### DATA SECTION
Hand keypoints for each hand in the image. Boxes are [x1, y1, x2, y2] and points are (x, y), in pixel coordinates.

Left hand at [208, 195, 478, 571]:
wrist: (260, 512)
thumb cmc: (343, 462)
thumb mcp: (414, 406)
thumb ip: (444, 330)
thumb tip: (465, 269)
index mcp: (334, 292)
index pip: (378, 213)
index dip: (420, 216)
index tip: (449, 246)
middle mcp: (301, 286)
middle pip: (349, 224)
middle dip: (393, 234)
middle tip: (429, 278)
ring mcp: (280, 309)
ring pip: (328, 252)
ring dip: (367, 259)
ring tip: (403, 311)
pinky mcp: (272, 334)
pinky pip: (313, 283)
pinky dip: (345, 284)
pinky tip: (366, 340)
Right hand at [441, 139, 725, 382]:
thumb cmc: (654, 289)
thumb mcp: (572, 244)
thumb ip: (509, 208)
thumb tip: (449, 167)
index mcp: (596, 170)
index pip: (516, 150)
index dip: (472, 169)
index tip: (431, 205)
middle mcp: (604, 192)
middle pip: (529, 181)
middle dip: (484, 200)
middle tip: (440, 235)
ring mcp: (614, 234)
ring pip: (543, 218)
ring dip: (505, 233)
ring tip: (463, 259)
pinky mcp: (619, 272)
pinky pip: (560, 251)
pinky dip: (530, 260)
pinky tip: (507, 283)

### TASK GOAL
Restate verbatim the first line above and all lines after it through the line containing "index pip: (378, 213)"; omit the rest.

### TASK SOLUTION
Hand keypoints for each hand in the image. Boxes are [x1, y1, x2, y2] and points are (x, y), in pixel coordinates.

Left hand at [208, 195, 478, 571]:
wrist: (260, 512)
thumb cmc: (343, 462)
thumb mcp: (414, 406)
thumb ip: (444, 330)
thumb tip: (465, 269)
index mcp: (334, 292)
index pip: (378, 213)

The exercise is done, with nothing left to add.